§ **Task goal**: The entries below hold a line with "ring tip: (838, 905)" and a line with "index pip: (915, 965)". Return those lines and all that lie between them, exactly and only.

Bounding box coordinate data
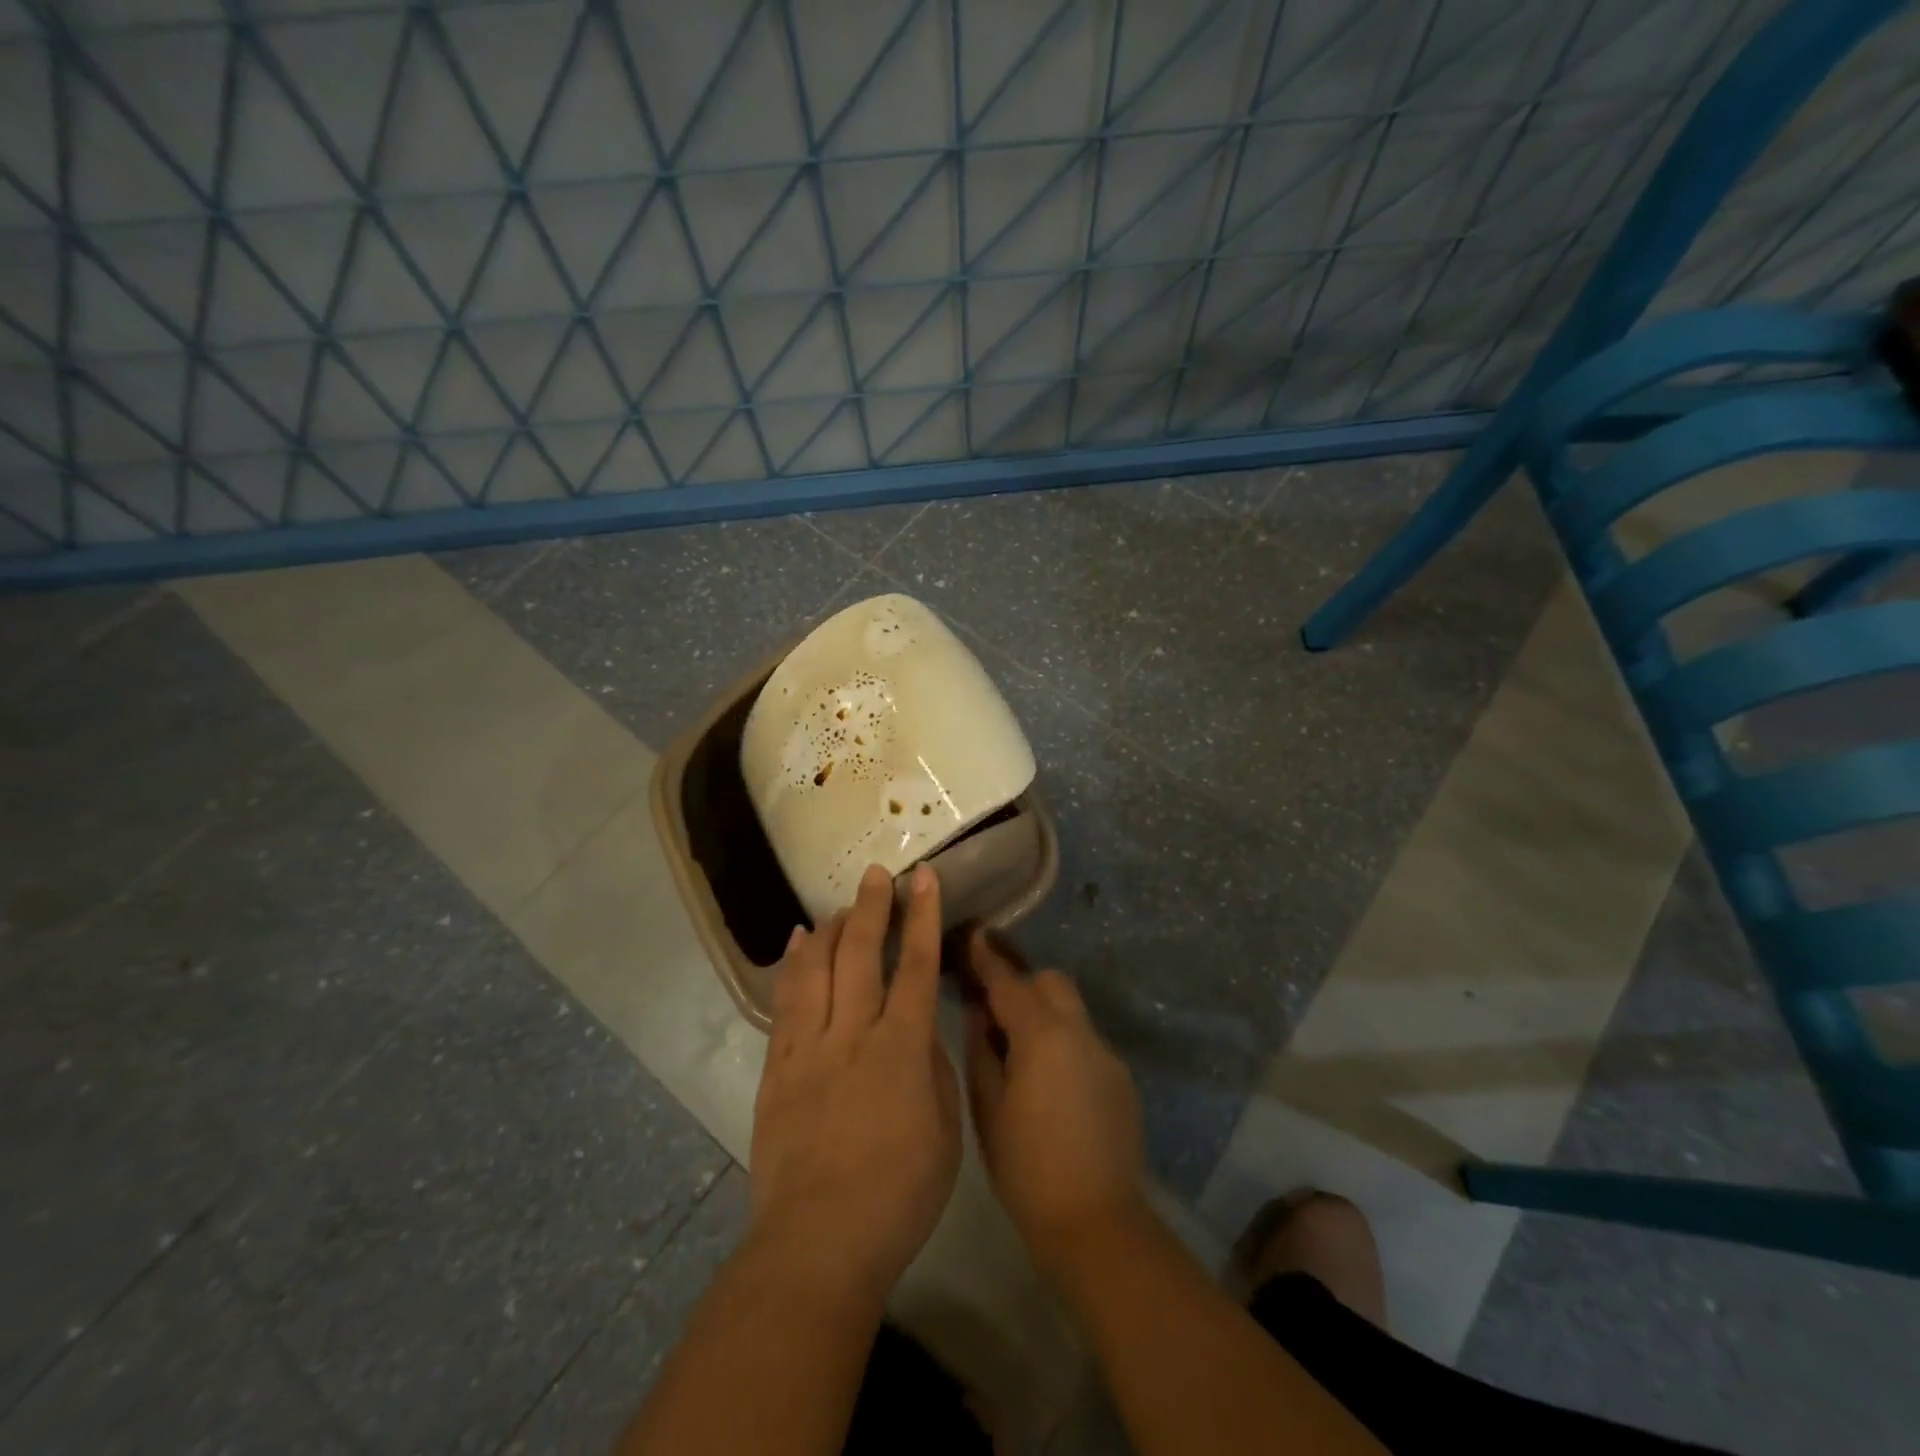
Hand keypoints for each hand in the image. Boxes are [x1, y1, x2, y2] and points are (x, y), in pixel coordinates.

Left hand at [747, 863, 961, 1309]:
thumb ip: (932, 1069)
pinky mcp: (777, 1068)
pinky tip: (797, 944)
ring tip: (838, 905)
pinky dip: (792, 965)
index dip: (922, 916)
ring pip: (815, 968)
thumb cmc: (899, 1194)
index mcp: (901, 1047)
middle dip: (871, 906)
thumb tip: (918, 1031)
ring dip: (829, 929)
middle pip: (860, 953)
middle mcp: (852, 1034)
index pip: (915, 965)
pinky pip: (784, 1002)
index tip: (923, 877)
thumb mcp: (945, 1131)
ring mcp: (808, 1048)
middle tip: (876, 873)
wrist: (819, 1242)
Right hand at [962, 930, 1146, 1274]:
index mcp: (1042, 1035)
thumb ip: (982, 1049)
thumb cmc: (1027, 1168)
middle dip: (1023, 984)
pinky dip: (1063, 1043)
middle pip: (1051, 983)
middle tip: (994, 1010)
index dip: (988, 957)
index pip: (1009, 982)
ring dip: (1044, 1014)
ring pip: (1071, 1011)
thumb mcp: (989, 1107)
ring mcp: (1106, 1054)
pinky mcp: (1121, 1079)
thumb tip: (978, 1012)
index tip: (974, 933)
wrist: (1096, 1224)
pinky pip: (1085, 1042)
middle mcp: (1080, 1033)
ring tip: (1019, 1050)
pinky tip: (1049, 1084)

* * *

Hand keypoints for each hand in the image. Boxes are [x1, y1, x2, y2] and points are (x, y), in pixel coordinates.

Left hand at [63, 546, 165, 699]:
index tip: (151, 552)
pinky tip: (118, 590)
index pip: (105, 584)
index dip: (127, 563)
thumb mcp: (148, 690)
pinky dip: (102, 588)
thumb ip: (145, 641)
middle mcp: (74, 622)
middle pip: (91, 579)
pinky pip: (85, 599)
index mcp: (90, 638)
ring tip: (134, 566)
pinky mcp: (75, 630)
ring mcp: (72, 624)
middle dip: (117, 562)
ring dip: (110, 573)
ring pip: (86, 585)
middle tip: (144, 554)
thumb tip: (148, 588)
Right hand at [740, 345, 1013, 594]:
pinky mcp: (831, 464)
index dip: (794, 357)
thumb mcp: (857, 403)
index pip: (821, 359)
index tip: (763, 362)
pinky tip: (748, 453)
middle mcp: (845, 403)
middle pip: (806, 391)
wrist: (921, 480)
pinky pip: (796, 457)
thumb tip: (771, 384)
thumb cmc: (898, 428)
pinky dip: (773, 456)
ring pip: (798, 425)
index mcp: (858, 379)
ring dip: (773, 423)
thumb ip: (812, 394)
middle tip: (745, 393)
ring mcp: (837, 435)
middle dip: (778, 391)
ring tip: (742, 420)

...

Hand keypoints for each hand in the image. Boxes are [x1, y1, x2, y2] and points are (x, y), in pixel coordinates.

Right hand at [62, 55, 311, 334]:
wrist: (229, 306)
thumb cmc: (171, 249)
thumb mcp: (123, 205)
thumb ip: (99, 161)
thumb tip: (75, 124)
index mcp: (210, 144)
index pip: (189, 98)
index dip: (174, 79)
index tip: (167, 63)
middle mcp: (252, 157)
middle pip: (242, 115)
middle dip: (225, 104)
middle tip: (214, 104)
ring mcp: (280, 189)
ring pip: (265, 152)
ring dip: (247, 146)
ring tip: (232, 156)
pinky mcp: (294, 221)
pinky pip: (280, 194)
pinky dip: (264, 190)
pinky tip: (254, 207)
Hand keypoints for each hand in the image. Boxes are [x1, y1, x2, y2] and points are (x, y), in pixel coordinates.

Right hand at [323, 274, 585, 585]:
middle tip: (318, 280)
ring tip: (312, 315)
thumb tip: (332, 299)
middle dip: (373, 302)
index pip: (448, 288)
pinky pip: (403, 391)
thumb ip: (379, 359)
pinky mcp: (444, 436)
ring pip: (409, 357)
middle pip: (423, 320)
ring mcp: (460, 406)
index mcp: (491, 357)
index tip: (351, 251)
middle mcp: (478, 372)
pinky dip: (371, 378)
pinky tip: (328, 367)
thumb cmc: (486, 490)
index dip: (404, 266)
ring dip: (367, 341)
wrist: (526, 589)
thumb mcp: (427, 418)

§ **Result of this task**:
ring tip: (838, 905)
pinky dip: (792, 965)
index dip: (922, 916)
ring pip: (815, 968)
thumb cmc: (899, 1194)
index mcp: (901, 1047)
middle dip: (871, 906)
thumb tip: (918, 1031)
ring dip: (829, 929)
middle pip: (860, 953)
middle mcp: (852, 1034)
index pip: (915, 965)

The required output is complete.